Toronto After Dark 2010: ‘Doghouse’

Doghouse movie
“Doghouse is proof positive that the Brits are cornering the market of entertaining horror-comedies…”


Directed by Jake West

Director Jake West’s British horror-comedy Doghouse is an absolutely exhilarating gore-fest.  Two parts Shaun of the Dead and one part Hangover, Doghouse is a recipe that horror fans should devour.

When Vince’s (Snatch’s Stephen Graham) marriage collapses, five of his buddies attempt to cheer him up by taking him to a remote village where the women outnumber the men three to one.  Determined to sever contact from their bitter wives, Neil (Severance’s Danny Dyer) confiscates everyone’s cell phone and hides them away.  Their objective?  Drown Vince’s sorrows at the local pub and take

pleasure in the feminine hospitality, but things go horribly awry when the town’s women turn out to be homicidal, bloodthirsty zombies.  Suddenly, our friends must use their sharp wit and MacGyver ingenuity to escape their hell and return to their normal hell back home.
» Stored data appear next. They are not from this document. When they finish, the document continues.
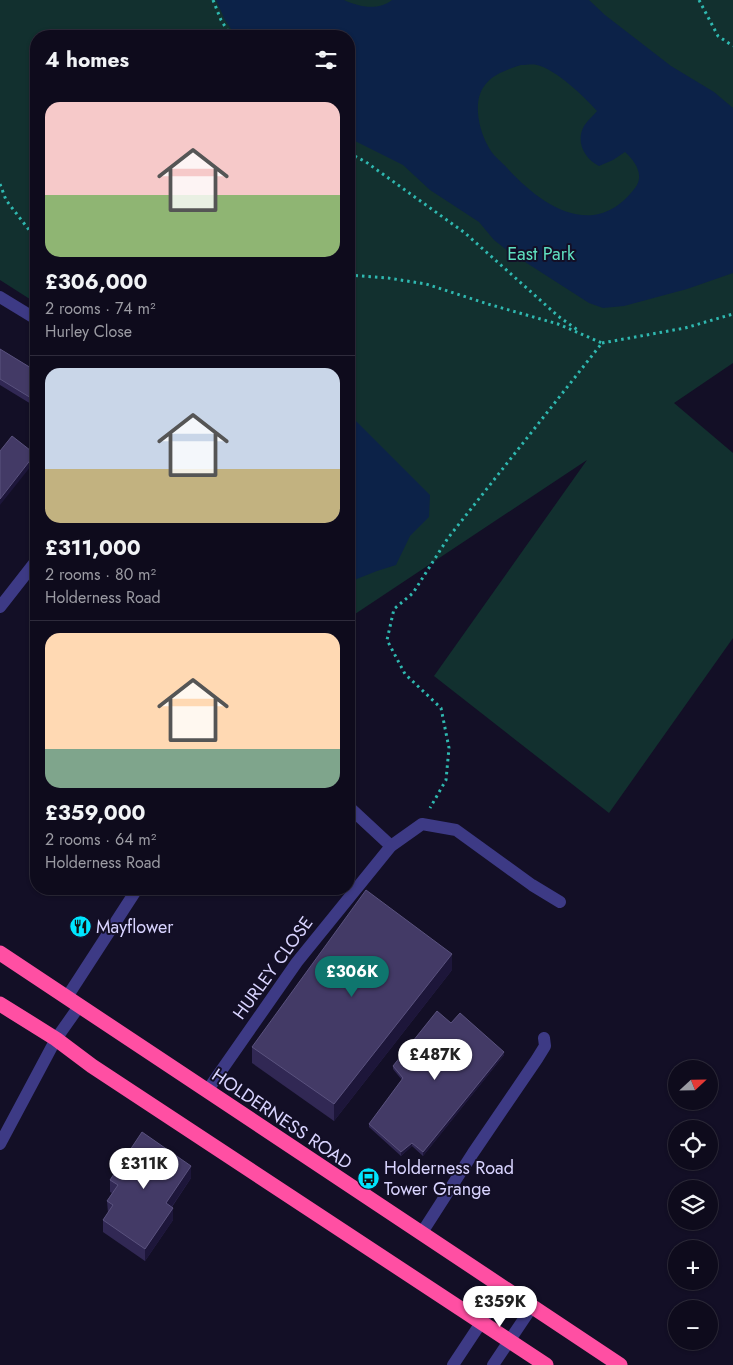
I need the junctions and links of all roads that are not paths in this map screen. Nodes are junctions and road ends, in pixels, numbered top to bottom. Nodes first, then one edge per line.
1 (0, 297) edge
2 (30, 315) edge
3 (30, 569) edge
4 (0, 607) edge
5 (355, 813) edge
6 (391, 846) junction
7 (355, 890) edge
8 (134, 895) edge
9 (351, 895) edge
10 (560, 902) dead end
11 (0, 953) edge
12 (73, 1001) junction
13 (1, 1006) edge
14 (544, 1038) dead end
15 (56, 1039) junction
16 (207, 1091) junction
17 (1, 1140) edge
18 (421, 1234) junction
19 (504, 1288) junction
20 (532, 1307) junction
21 (481, 1321) junction
22 (509, 1340) junction
23 (453, 1365) edge
24 (493, 1365) edge
25 (546, 1365) edge
26 (620, 1365) edge

1 - 2 street
3 - 4 street
5 - 6 street
6 - 7 street, HURLEY CLOSE
6 - 10 street, HURLEY CLOSE
8 - 12 street
9 - 16 street, HURLEY CLOSE
11 - 12 highway, HOLDERNESS ROAD
12 - 15 street
12 - 16 highway, HOLDERNESS ROAD
13 - 15 highway
14 - 18 street
15 - 17 street
15 - 21 highway
16 - 18 highway, HOLDERNESS ROAD
18 - 19 highway, HOLDERNESS ROAD
19 - 20 highway, HOLDERNESS ROAD
19 - 21 street
20 - 22 street
20 - 26 highway, HOLDERNESS ROAD
21 - 22 highway
21 - 23 street
22 - 24 street
22 - 25 highway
Screenwriter Dan Schaffer depicts his characters as loud and obnoxious philanderers – a bold move for a horror-comedy because if audiences are not emotionally invested in the characters, they couldn’t care less for who lives and who dies.  This often spells doom for a horror movie’s success, but Schaffer effectively generates their likability through their affection for one another (and of course their antics) so we can still root for them.
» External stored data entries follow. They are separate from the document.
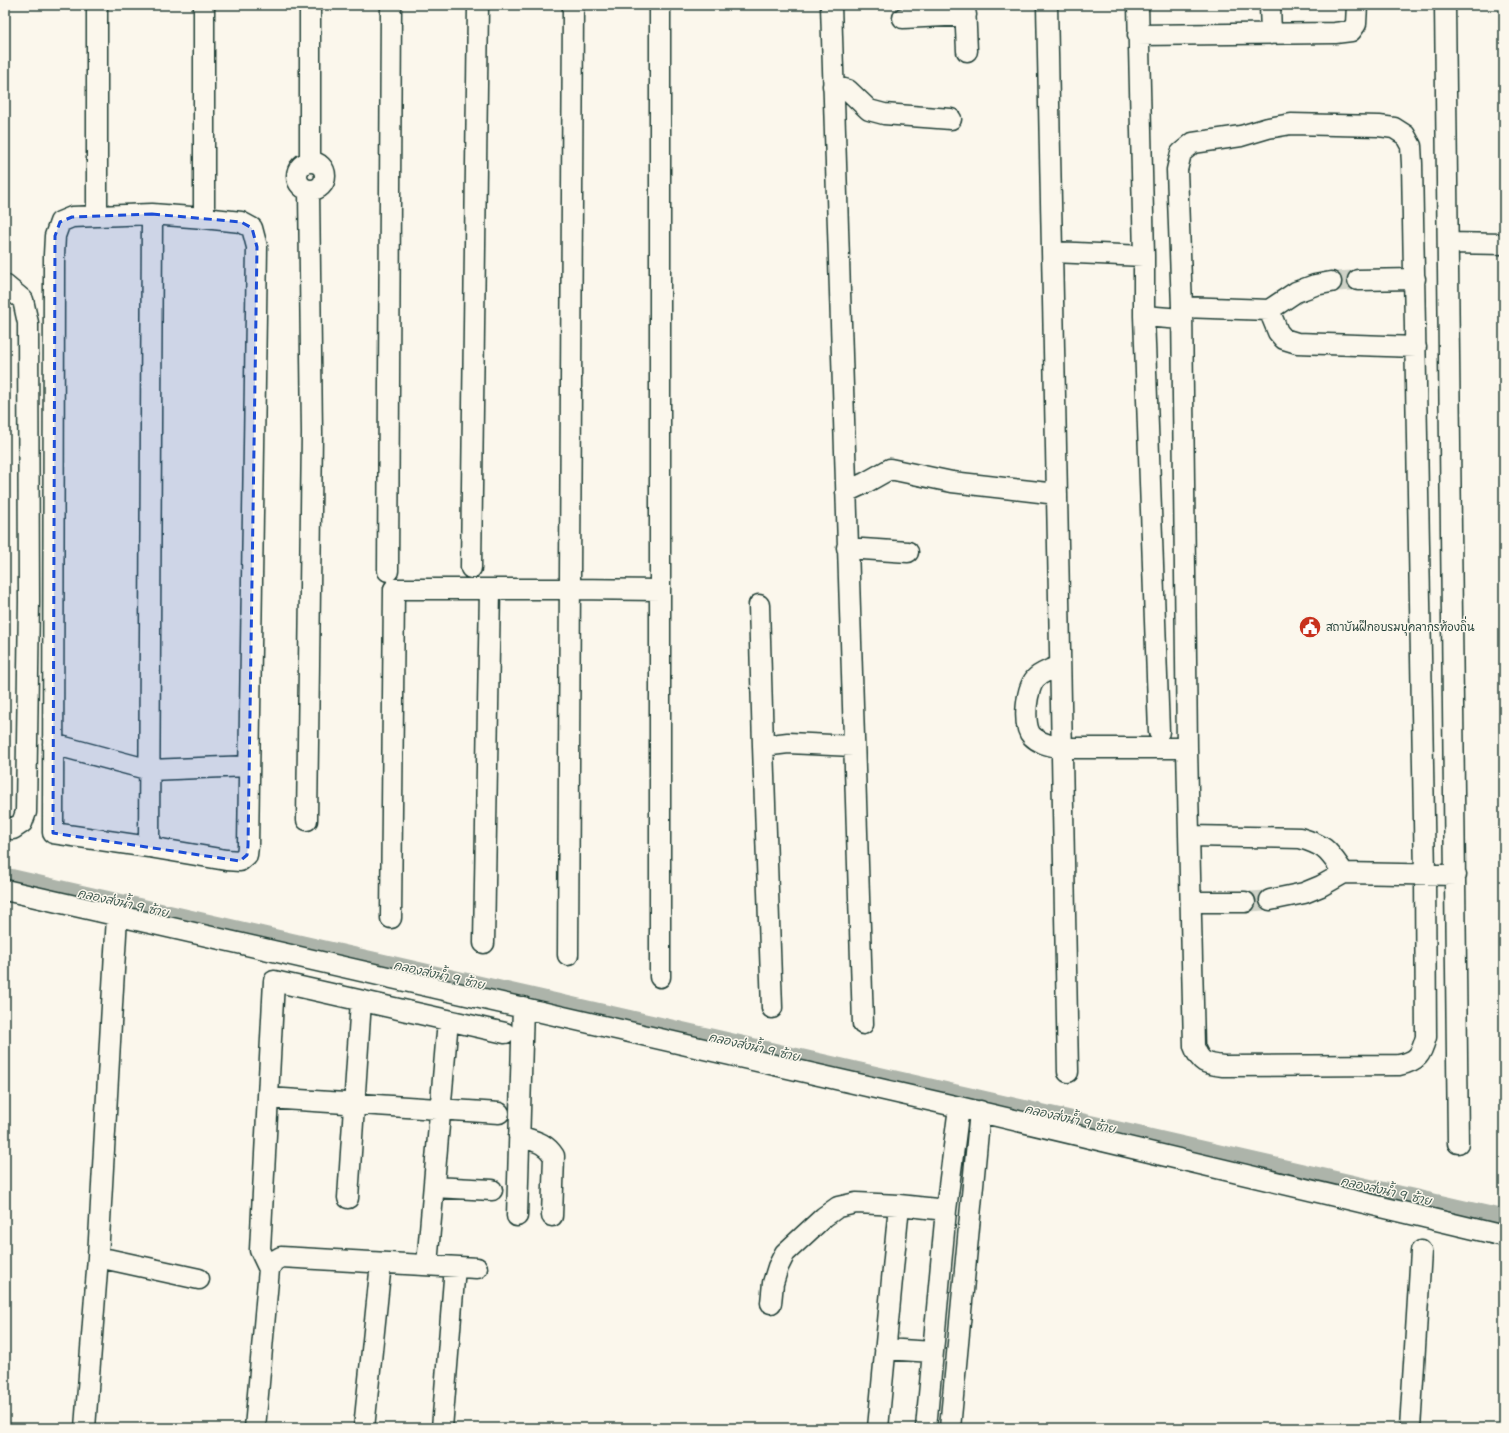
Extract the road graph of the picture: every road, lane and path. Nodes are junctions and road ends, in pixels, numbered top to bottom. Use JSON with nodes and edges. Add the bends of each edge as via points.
{"nodes":[{"id":1,"x":97,"y":5,"type":"edge"},
{"id":2,"x":204,"y":5,"type":"edge"},
{"id":3,"x":310,"y":5,"type":"edge"},
{"id":4,"x":391,"y":5,"type":"edge"},
{"id":5,"x":478,"y":5,"type":"edge"},
{"id":6,"x":573,"y":5,"type":"edge"},
{"id":7,"x":660,"y":5,"type":"edge"},
{"id":8,"x":831,"y":5,"type":"edge"},
{"id":9,"x":1047,"y":5,"type":"edge"},
{"id":10,"x":1138,"y":5,"type":"edge"},
{"id":11,"x":1270,"y":5,"type":"edge"},
{"id":12,"x":1357,"y":5,"type":"edge"},
{"id":13,"x":1445,"y":5,"type":"edge"},
{"id":14,"x":966,"y":10,"type":"edge"},
{"id":15,"x":903,"y":18,"type":"dead end"},
{"id":16,"x":1271,"y":34,"type":"junction"},
{"id":17,"x":1138,"y":35,"type":"junction"},
{"id":18,"x":968,"y":51,"type":"dead end"},
{"id":19,"x":833,"y":86,"type":"junction"},
{"id":20,"x":951,"y":119,"type":"dead end"},
{"id":21,"x":152,"y":214,"type":"junction"},
{"id":22,"x":97,"y":216,"type":"junction"},
{"id":23,"x":204,"y":218,"type":"junction"},
{"id":24,"x":1448,"y":243,"type":"junction"},
{"id":25,"x":1504,"y":244,"type":"edge"},
{"id":26,"x":1053,"y":252,"type":"junction"},
{"id":27,"x":1144,"y":256,"type":"junction"},
{"id":28,"x":1415,"y":279,"type":"junction"},
{"id":29,"x":1358,"y":280,"type":"tunnel mouth"},
{"id":30,"x":1331,"y":282,"type":"tunnel mouth"},
{"id":31,"x":5,"y":285,"type":"edge"},
{"id":32,"x":1269,"y":310,"type":"junction"},
{"id":33,"x":1181,"y":313,"type":"junction"},
{"id":34,"x":1144,"y":316,"type":"junction"},
{"id":35,"x":1416,"y":347,"type":"junction"},
{"id":36,"x":846,"y":492,"type":"junction"},
{"id":37,"x":1057,"y":494,"type":"junction"},
{"id":38,"x":847,"y":548,"type":"junction"},
{"id":39,"x":908,"y":552,"type":"dead end"},
{"id":40,"x":471,"y":568,"type":"dead end"},
{"id":41,"x":388,"y":571,"type":"dead end"},
{"id":42,"x":490,"y":589,"type":"junction"},
{"id":43,"x":570,"y":589,"type":"junction"},
{"id":44,"x":660,"y":590,"type":"junction"},
{"id":45,"x":759,"y":605,"type":"dead end"},
{"id":46,"x":1059,"y":666,"type":"junction"},
{"id":47,"x":1159,"y":732,"type":"dead end"},
{"id":48,"x":53,"y":744,"type":"junction"},
{"id":49,"x":763,"y":746,"type":"junction"},
{"id":50,"x":853,"y":746,"type":"junction"},
{"id":51,"x":1061,"y":748,"type":"junction"},
{"id":52,"x":1187,"y":748,"type":"junction"},
{"id":53,"x":249,"y":766,"type":"junction"},
{"id":54,"x":150,"y":770,"type":"junction"},
{"id":55,"x":307,"y":820,"type":"dead end"},
{"id":56,"x":5,"y":827,"type":"edge"},
{"id":57,"x":1189,"y":836,"type":"junction"},
{"id":58,"x":149,"y":847,"type":"junction"},
{"id":59,"x":1344,"y":873,"type":"junction"},
{"id":60,"x":1425,"y":875,"type":"junction"},
{"id":61,"x":1456,"y":875,"type":"junction"},
{"id":62,"x":5,"y":890,"type":"edge"},
{"id":63,"x":1270,"y":900,"type":"tunnel mouth"},
{"id":64,"x":1191,"y":902,"type":"junction"},
{"id":65,"x":1245,"y":902,"type":"tunnel mouth"},
{"id":66,"x":117,"y":916,"type":"junction"},
{"id":67,"x":391,"y":918,"type":"dead end"},
{"id":68,"x":484,"y":943,"type":"dead end"},
{"id":69,"x":568,"y":955,"type":"dead end"},
{"id":70,"x":660,"y":977,"type":"dead end"},
{"id":71,"x":361,"y":1001,"type":"junction"},
{"id":72,"x":524,"y":1007,"type":"junction"},
{"id":73,"x":772,"y":1008,"type":"dead end"},
{"id":74,"x":448,"y":1020,"type":"junction"},
{"id":75,"x":863,"y":1024,"type":"dead end"},
{"id":76,"x":505,"y":1033,"type":"dead end"},
{"id":77,"x":1068,"y":1072,"type":"dead end"},
{"id":78,"x":268,"y":1098,"type":"junction"},
{"id":79,"x":355,"y":1103,"type":"junction"},
{"id":80,"x":959,"y":1107,"type":"junction"},
{"id":81,"x":440,"y":1109,"type":"junction"},
{"id":82,"x":980,"y":1111,"type":"junction"},
{"id":83,"x":499,"y":1113,"type":"dead end"},
{"id":84,"x":519,"y":1136,"type":"junction"},
{"id":85,"x":1458,"y":1143,"type":"dead end"},
{"id":86,"x":434,"y":1187,"type":"junction"},
{"id":87,"x":492,"y":1190,"type":"dead end"},
{"id":88,"x":348,"y":1198,"type":"dead end"},
{"id":89,"x":899,"y":1205,"type":"junction"},
{"id":90,"x":946,"y":1210,"type":"junction"},
{"id":91,"x":517,"y":1216,"type":"dead end"},
{"id":92,"x":552,"y":1216,"type":"dead end"},
{"id":93,"x":1504,"y":1236,"type":"edge"},
{"id":94,"x":1421,"y":1251,"type":"dead end"},
{"id":95,"x":98,"y":1257,"type":"junction"},
{"id":96,"x":380,"y":1263,"type":"junction"},
{"id":97,"x":427,"y":1265,"type":"junction"},
{"id":98,"x":455,"y":1267,"type":"junction"},
{"id":99,"x":477,"y":1268,"type":"dead end"},
{"id":100,"x":269,"y":1269,"type":"junction"},
{"id":101,"x":199,"y":1279,"type":"dead end"},
{"id":102,"x":771,"y":1303,"type":"dead end"},
{"id":103,"x":885,"y":1349,"type":"junction"},
{"id":104,"x":933,"y":1352,"type":"junction"},
{"id":105,"x":84,"y":1428,"type":"edge"},
{"id":106,"x":255,"y":1428,"type":"edge"},
{"id":107,"x":364,"y":1428,"type":"edge"},
{"id":108,"x":442,"y":1428,"type":"edge"},
{"id":109,"x":878,"y":1428,"type":"edge"},
{"id":110,"x":926,"y":1428,"type":"edge"},
{"id":111,"x":950,"y":1428,"type":"edge"},
{"id":112,"x":1410,"y":1428,"type":"edge"}],
"edges":[{"from":1,"to":22,"type":"street"},
{"from":2,"to":23,"type":"street"},
{"from":3,"to":55,"type":"street","via":[[310,162],[298,169],[297,176],[298,183],[309,191],[312,433]]},
{"from":4,"to":41,"type":"street"},
{"from":5,"to":40,"type":"street"},
{"from":6,"to":43,"type":"street"},
{"from":7,"to":44,"type":"street"},
{"from":8,"to":19,"type":"street"},
{"from":9,"to":26,"type":"street"},
{"from":10,"to":17,"type":"street"},
{"from":11,"to":16,"type":"street"},
{"from":12,"to":16,"type":"street","via":[[1356,24],[1351,31],[1335,34]]},
{"from":13,"to":24,"type":"street"},
{"from":14,"to":15,"type":"street"},
{"from":14,"to":18,"type":"street"},
{"from":16,"to":17,"type":"street"},
{"from":17,"to":27,"type":"street"},
{"from":19,"to":20,"type":"street","via":[[848,90],[869,110],[884,114]]},
{"from":19,"to":36,"type":"street"},
{"from":21,"to":22,"type":"street"},
{"from":21,"to":23,"type":"street"},
{"from":21,"to":54,"type":"street"},
{"from":22,"to":48,"type":"street","via":[[72,217],[60,222],[55,236]]},
{"from":23,"to":53,"type":"street","via":[[241,222],[252,228],[257,247]]},
{"from":24,"to":25,"type":"street"},
{"from":24,"to":61,"type":"street"},
{"from":26,"to":27,"type":"street"},
{"from":26,"to":37,"type":"street"},
{"from":27,"to":34,"type":"street"},
{"from":28,"to":29,"type":"street"},
{"from":28,"to":33,"type":"street","via":[[1411,146],[1405,135],[1394,128],[1379,126],[1290,124],[1241,136],[1193,143],[1181,153],[1177,170]]},
{"from":28,"to":35,"type":"street"},
{"from":30,"to":32,"type":"street","via":[[1296,292]]},
{"from":31,"to":56,"type":"street","via":[[23,300],[28,323],[29,601],[26,812],[22,823],[12,828]]},
{"from":32,"to":33,"type":"street"},
{"from":32,"to":35,"type":"street","via":[[1278,332],[1284,339],[1297,343]]},
{"from":33,"to":34,"type":"street"},
{"from":33,"to":52,"type":"street"},
{"from":34,"to":47,"type":"street"},
{"from":35,"to":60,"type":"street"},
{"from":36,"to":37,"type":"street","via":[[890,469],[952,482]]},
{"from":36,"to":38,"type":"street"},
{"from":37,"to":46,"type":"street"},
{"from":38,"to":39,"type":"street"},
{"from":38,"to":50,"type":"street"},
{"from":42,"to":43,"type":"street"},
{"from":42,"to":67,"type":"street","via":[[394,589]]},
{"from":42,"to":68,"type":"street"},
{"from":43,"to":44,"type":"street"},
{"from":43,"to":69,"type":"street"},
{"from":44,"to":70,"type":"street"},
{"from":45,"to":49,"type":"street"},
{"from":46,"to":51,"type":"street"},
{"from":46,"to":51,"type":"street","via":[[1037,678],[1032,684],[1027,696],[1027,725],[1031,735],[1038,741]]},
{"from":48,"to":54,"type":"street"},
{"from":48,"to":58,"type":"street","via":[[53,833]]},
{"from":49,"to":50,"type":"street"},
{"from":49,"to":73,"type":"street"},
{"from":50,"to":75,"type":"street"},
{"from":51,"to":52,"type":"street"},
{"from":51,"to":77,"type":"street"},
{"from":52,"to":57,"type":"street"},
{"from":53,"to":54,"type":"street"},
{"from":53,"to":58,"type":"street","via":[[248,846],[247,855],[240,861]]},
{"from":54,"to":58,"type":"street"},
{"from":57,"to":59,"type":"street","via":[[1300,838],[1316,843],[1328,851]]},
{"from":57,"to":64,"type":"street"},
{"from":59,"to":60,"type":"street"},
{"from":59,"to":63,"type":"street","via":[[1304,893]]},
{"from":60,"to":61,"type":"street"},
{"from":60,"to":64,"type":"street","via":[[1426,1037],[1422,1052],[1411,1062],[1399,1065],[1223,1066],[1207,1064],[1198,1057],[1194,1046]]},
{"from":61,"to":85,"type":"street"},
{"from":62,"to":66,"type":"street"},
{"from":64,"to":65,"type":"street"},
{"from":66,"to":72,"type":"street"},
{"from":66,"to":95,"type":"street"},
{"from":71,"to":74,"type":"street"},
{"from":71,"to":78,"type":"street","via":[[274,981]]},
{"from":71,"to":79,"type":"street"},
{"from":72,"to":80,"type":"street"},
{"from":72,"to":84,"type":"street"},
{"from":74,"to":76,"type":"street"},
{"from":74,"to":81,"type":"street"},
{"from":78,"to":79,"type":"street"},
{"from":78,"to":100,"type":"street","via":[[260,1250]]},
{"from":79,"to":81,"type":"street"},
{"from":79,"to":88,"type":"street"},
{"from":80,"to":82,"type":"street"},
{"from":80,"to":90,"type":"street"},
{"from":81,"to":83,"type":"street"},
{"from":81,"to":86,"type":"street"},
{"from":82,"to":93,"type":"street"},
{"from":82,"to":111,"type":"street"},
{"from":84,"to":91,"type":"street"},
{"from":84,"to":92,"type":"street","via":[[543,1144],[554,1156]]},
{"from":86,"to":87,"type":"street"},
{"from":86,"to":97,"type":"street"},
{"from":89,"to":90,"type":"street"},
{"from":89,"to":102,"type":"street","via":[[856,1203],[838,1207],[824,1217],[785,1253],[773,1283]]},
{"from":89,"to":103,"type":"street"},
{"from":90,"to":104,"type":"street"},
{"from":94,"to":112,"type":"street"},
{"from":95,"to":101,"type":"street"},
{"from":95,"to":105,"type":"street"},
{"from":96,"to":97,"type":"street"},
{"from":96,"to":100,"type":"street","via":[[281,1257],[274,1261]]},
{"from":96,"to":107,"type":"street"},
{"from":97,"to":98,"type":"street"},
{"from":98,"to":99,"type":"street"},
{"from":98,"to":108,"type":"street"},
{"from":100,"to":106,"type":"street"},
{"from":103,"to":104,"type":"street"},
{"from":103,"to":109,"type":"street"},
{"from":104,"to":110,"type":"street"}]}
James Ryman’s creature concepts and Karl Derrick’s make-up effects are extraordinary.  Each zombie woman’s personality is magnificently realized through costume, make-up and movement.  Some of the zombies include: The Snipper – a hideous hair stylist who shears her victims with pairs of long sharp scissors, The Bride – a gory axe wielding she-devil, The Dominatrix – a leather clad monster with an incredibly

huge sword, and Bubbles – the obese, finger-eating housewife.  Schaffer amps up the tension when these women chase, torture and bludgeon some of their victims (not all the guys come away unscathed); however, much of the film’s charm is its constant flow of dark humour. Despite the threat that the zombie women pose, our oversexed chauvinists still can’t resist objectifying them.

Doghouse is proof positive that the Brits are cornering the market of entertaining horror-comedies (see Severance, The Cottage and Shaun).  Hopefully, with the success of Zombieland, this hidden British gem will find its way to North American audiences soon.